Excerpts from a dataset
╔══
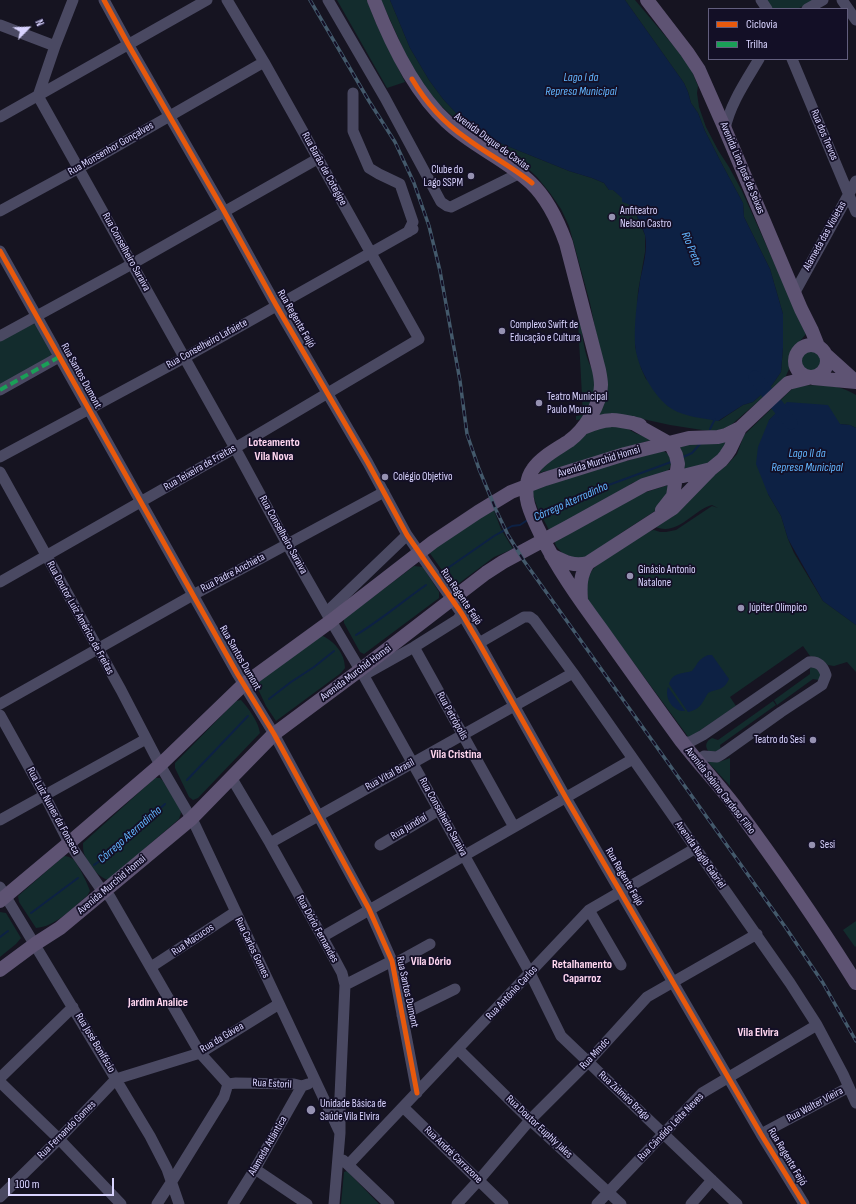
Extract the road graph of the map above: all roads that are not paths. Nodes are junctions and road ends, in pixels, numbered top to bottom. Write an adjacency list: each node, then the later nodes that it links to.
1 (73, 0): 16 (street)
2 (104, 0): 15 (street, Rua Regente Feijó)
3 (207, 0): 15 (street)
4 (228, 0): 19 (street, Rua Barão de Cotegipe)
5 (328, 0): 31 (street, Avenida Duque de Caxias)
6 (374, 0): 31 (main road, Avenida Duque de Caxias)
7 (647, 0): 25 (main road, Avenida Lino José de Seixas)
8 (760, 0): 10 (street)
9 (823, 0): 11 (street)
10 (766, 8)
11 (809, 8)
12 (848, 9): 13 (street)
13 (856, 20)
14 (0, 25): 16 (street)
15 (128, 44): 21 (street); 26 (street, Rua Regente Feijó)
16 (55, 46): 20 (street)
17 (758, 60): 24 (street)
18 (792, 60): 33 (street, Rua dos Trevos)
19 (264, 62): 26 (street, Rua Monsenhor Gonçalves); 29 (street, Rua Barão de Cotegipe)
20 (44, 78): 21 (street); 23 (street)
21 (60, 83): 23 (street)
22 (353, 94): 38 (street, Rua Conselheiro Lafaiete)
23 (38, 96): 27 (street); 30 (street, Rua Conselheiro Saraiva)
24 (732, 106): 25 (street); 28 (street)
25 (717, 111): 28 (main road, Avenida Lino José de Seixas)
26 (169, 115): 30 (street, Rua Monsenhor Gonçalves); 35 (street, Rua Regente Feijó)
27 (0, 117)
28 (725, 130): 40 (main road, Avenida Lino José de Seixas)
29 (319, 158): 35 (street); 38 (street, Rua Barão de Cotegipe)
30 (79, 168): 34 (street, Rua Monsenhor Gonçalves); 39 (street, Rua Conselheiro Saraiva)
31 (520, 173): 56 (main road, Avenida Duque de Caxias)
32 (856, 181): 33 (street, Alameda das Violetas)
33 (849, 194): 36 (street, Rua dos Trevos); 40 (street, Alameda das Violetas)
34 (0, 211)
35 (224, 211): 39 (street); 41 (street, Rua Regente Feijó)
36 (856, 212)
37 (0, 251): 42 (street, Rua Santos Dumont)
38 (371, 253): 41 (street, Rua Conselheiro Lafaiete); 44 (street, Rua Barão de Cotegipe)
39 (132, 264): 42 (street); 47 (street, Rua Conselheiro Saraiva)
40 (795, 292): 45 (main road, Avenida Lino José de Seixas)
41 (276, 305): 47 (street, Rua Conselheiro Lafaiete); 53 (street, Rua Regente Feijó)
42 (36, 316): 43 (street); 46 (street, Rua Santos Dumont)
43 (0, 336)
44 (419, 339): 53 (street, Rua Teixeira de Freitas)
45 (821, 350): 48 (main road); 49 (main road); 50 (main road, Avenida Lino José de Seixas)
46 (59, 357): 52 (street); 54 (street, Rua Santos Dumont)
47 (184, 358): 54 (street, Rua Conselheiro Lafaiete); 60 (street, Rua Conselheiro Saraiva)
48 (794, 359): 49 (main road); 51 (main road)
49 (811, 378): 50 (main road, Avenida Lino José de Seixas); 51 (main road, Avenida Murchid Homsi)
50 (856, 382)
51 (787, 385): 57 (main road, Avenida Murchid Homsi)
52 (0, 390)
53 (327, 393): 60 (street, Rua Teixeira de Freitas); 65 (street, Rua Regente Feijó)
54 (88, 409): 61 (street, Rua Conselheiro Lafaiete); 66 (street, Rua Santos Dumont)
55 (632, 423): 56 (main road); 58 (main road); 59 (main road)
56 (583, 428): 70 (main road, Avenida Duque de Caxias)
57 (740, 428): 58 (main road, Avenida Murchid Homsi); 63 (main road, Avenida Murchid Homsi)
58 (689, 438): 59 (main road, Avenida Murchid Homsi)
59 (667, 442): 62 (main road); 77 (main road, Avenida Murchid Homsi)
60 (235, 448): 66 (street, Rua Teixeira de Freitas); 69 (street, Rua Conselheiro Saraiva)
61 (0, 457)
62 (677, 465): 63 (main road, Avenida Murchid Homsi); 67 (main road); 81 (main road, Avenida Murchid Homsi)
63 (711, 469): 67 (main road)
64 (0, 472): 71 (street, Rua Doutor Luiz Américo de Freitas)
65 (384, 492): 68 (street, Rua Regente Feijó); 69 (street, Rua Padre Anchieta)
66 (140, 502): 71 (street, Rua Teixeira de Freitas); 74 (street, Rua Santos Dumont)
67 (654, 520): 72 (main road)
68 (407, 535): 76 (street, Rua Regente Feijó); 77 (street)
69 (287, 544): 74 (street, Rua Padre Anchieta); 77 (street, Rua Conselheiro Saraiva)
70 (550, 554): 72 (main road); 75 (main road, Avenida Sabino Cardoso Filho)
71 (46, 556): 73 (street, Rua Teixeira de Freitas); 80 (street, Rua Doutor Luiz Américo de Freitas)
72 (588, 563): 75 (main road)
73 (0, 582)
74 (193, 595): 80 (street, Rua Padre Anchieta); 83 (street, Rua Santos Dumont)
75 (581, 601): 91 (main road, Avenida Sabino Cardoso Filho)
76 (462, 614): 78 (street, Rua Regente Feijó); 79 (street)
77 (330, 621): 81 (street, Rua Conselheiro Saraiva); 83 (main road, Avenida Murchid Homsi)
78 (479, 643): 82 (street, Avenida Nagib Gabriel); 85 (street, Rua Regente Feijó)
79 (414, 647): 81 (street); 88 (street, Rua Petrópolis)
80 (98, 649): 84 (street, Rua Padre Anchieta); 90 (street, Rua Doutor Luiz Américo de Freitas)
81 (362, 673): 87 (main road, Avenida Murchid Homsi); 95 (street, Rua Conselheiro Saraiva)
82 (573, 673): 85 (street, Rua Vital Brasil); 93 (street, Avenida Nagib Gabriel)
83 (243, 685): 87 (street, Rua Santos Dumont); 96 (main road, Avenida Murchid Homsi)
84 (0, 704)
85 (515, 706): 88 (street, Rua Vital Brasil); 99 (street, Rua Regente Feijó)
86 (0, 715): 98 (street, Rua Luiz Nunes da Fonseca)
87 (274, 734): 97 (main road, Avenida Murchid Homsi); 101 (street, Rua Santos Dumont)
88 (462, 735): 95 (street, Rua Vital Brasil); 104 (street, Rua Petrópolis)
89 (703, 735): 91 (street); 92 (street); 92 (street); 94 (street)
90 (146, 739): 96 (street, Rua Doutor Luiz Américo de Freitas); 98 (street)
91 (682, 742): 94 (main road, Avenida Sabino Cardoso Filho)
92 (712, 757): 94 (street)
93 (633, 760): 99 (street); 108 (street, Avenida Nagib Gabriel)
94 (696, 761): 126 (main road, Avenida Sabino Cardoso Filho)
95 (412, 763): 100 (street, Rua Conselheiro Saraiva); 101 (street, Rua Vital Brasil)
96 (160, 765): 102 (street, Rua Carlos Gomes); 105 (main road, Avenida Murchid Homsi)
97 (231, 777): 102 (main road, Avenida Murchid Homsi); 106 (street, Rua Dório Fernandes)
98 (45, 796): 103 (street); 105 (street, Rua Luiz Nunes da Fonseca)
99 (566, 798): 104 (street); 111 (street, Rua Regente Feijó)
100 (439, 810): 107 (street, Rua Jundiaí); 109 (street, Rua Conselheiro Saraiva)
101 (318, 816): 106 (street, Rua Vital Brasil); 113 (street, Rua Santos Dumont)
102 (191, 819): 110 (main road, Avenida Murchid Homsi); 115 (street, Rua Carlos Gomes)
103 (0, 820)
104 (514, 827): 109 (street)
105 (69, 843): 110 (street, Rua Luiz Nunes da Fonseca); 112 (main road, Avenida Murchid Homsi)
106 (270, 843): 117 (street, Rua Dório Fernandes)
107 (380, 845)
108 (696, 848): 111 (street, Rua Antônio Carlos); 116 (street, Avenida Nagib Gabriel)
109 (464, 855): 113 (street); 124 (street, Rua Conselheiro Saraiva)
110 (103, 892): 118 (main road, Avenida Murchid Homsi); 122 (street, Rua Luiz Nunes da Fonseca)
111 (621, 892): 114 (street, Rua Antônio Carlos); 125 (street, Rua Regente Feijó)
112 (2, 895): 118 (street, Rua José Bonifácio)
113 (370, 909): 117 (street); 120 (street, Rua Santos Dumont)
114 (589, 910): 121 (street); 124 (street, Rua Antônio Carlos)
115 (235, 912): 122 (street, Rua Macucos); 129 (street, Rua Carlos Gomes)
116 (757, 934): 125 (street, Rua Mmdc); 132 (street, Avenida Nagib Gabriel)
117 (322, 937): 127 (street, Rua Dório Fernandes)
118 (35, 944): 123 (main road, Avenida Murchid Homsi); 130 (street, Rua José Bonifácio)
119 (430, 944): 120 (street)
120 (392, 963): 127 (street); 131 (street, Rua Santos Dumont)
121 (621, 965)
122 (151, 968): 134 (street, Rua Luiz Nunes da Fonseca)
123 (0, 970)
124 (530, 973): 133 (street, Rua Antônio Carlos); 135 (street, Rua Zulmiro Braga)
125 (673, 983): 135 (street, Rua Mmdc); 136 (street, Rua Regente Feijó)
126 (856, 983)
127 (345, 985): 145 (street, Rua Dório Fernandes)
128 (455, 989): 131 (street)
129 (279, 1004): 134 (street, Rua da Gávea); 139 (street, Rua Carlos Gomes)
130 (73, 1007): 137 (street); 138 (street, Rua José Bonifácio)
131 (402, 1015): 144 (street, Rua Santos Dumont)
132 (817, 1025): 136 (street, Rua Cândido Leite Neves); 143 (street, Avenida Nagib Gabriel)
133 (458, 1049): 144 (street, Rua Antônio Carlos); 149 (street, Rua Doutor Euphly Jales)
134 (200, 1053): 138 (street, Rua da Gávea); 141 (street, Rua Luiz Nunes da Fonseca)
135 (588, 1062): 149 (street, Rua Mmdc); 151 (street, Rua Zulmiro Braga)
136 (728, 1077): 151 (street, Rua Cândido Leite Neves); 152 (street, Rua Regente Feijó)
137 (0, 1078)
138 (116, 1079): 153 (street, Rua Fernando Gomes); 159 (street, Rua José Bonifácio)
139 (316, 1081): 142 (street, Rua Estoril); 147 (street, Rua Carlos Gomes)
140 (0, 1082): 153 (street)
141 (228, 1084): 142 (street, Rua Estoril); 159 (street)
142 (302, 1086): 156 (street, Alameda Atlântica)
143 (848, 1087): 146 (street, Avenida Nagib Gabriel); 152 (street, Rua Walter Vieira)
144 (417, 1093): 148 (street, Rua Antônio Carlos)
145 (340, 1096): 147 (street); 150 (street, Rua Dório Fernandes)
146 (856, 1102)
147 (326, 1103): 150 (street, Rua Carlos Gomes)
148 (404, 1107): 155 (street, Rua Antônio Carlos); 157 (street, Rua André Carrazone)
149 (530, 1120): 157 (street, Rua Mmdc); 160 (street, Rua Doutor Euphly Jales)
150 (340, 1133): 154 (street, Rua Dório Fernandes)
151 (664, 1134): 158 (street, Rua Zulmiro Braga); 160 (street, Rua Cândido Leite Neves)
152 (761, 1134): 175 (street, Rua Regente Feijó)
153 (59, 1139): 161 (street, Rua Fernando Gomes); 162 (street)
154 (338, 1156): 155 (street); 167 (street, Rua Dório Fernandes)
155 (349, 1164): 168 (street)
156 (255, 1169): 165 (street, Alameda Atlântica); 166 (street)
157 (479, 1180): 169 (street, Rua Mmdc); 170 (street, Rua André Carrazone)
158 (712, 1180): 173 (street); 174 (street, Rua Zulmiro Braga)
159 (172, 1181): 163 (street); 164 (street, Rua José Bonifácio)
160 (608, 1192): 171 (street, Rua Cândido Leite Neves); 172 (street, Rua Doutor Euphly Jales)
161 (0, 1196)
162 (121, 1204)
163 (157, 1204)
164 (178, 1204)
165 (233, 1204)
166 (306, 1204)
167 (334, 1204)
168 (389, 1204)
169 (457, 1204)
170 (503, 1204)
171 (597, 1204)
172 (621, 1204)
173 (691, 1204)
174 (737, 1204)
175 (804, 1204)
╚══
Task details
Find the lines above that include the string "Anchieta" and copy them.

Completed task
65 (384, 492): 68 (street, Rua Regente Feijó); 69 (street, Rua Padre Anchieta)
69 (287, 544): 74 (street, Rua Padre Anchieta); 77 (street, Rua Conselheiro Saraiva)
74 (193, 595): 80 (street, Rua Padre Anchieta); 83 (street, Rua Santos Dumont)
80 (98, 649): 84 (street, Rua Padre Anchieta); 90 (street, Rua Doutor Luiz Américo de Freitas)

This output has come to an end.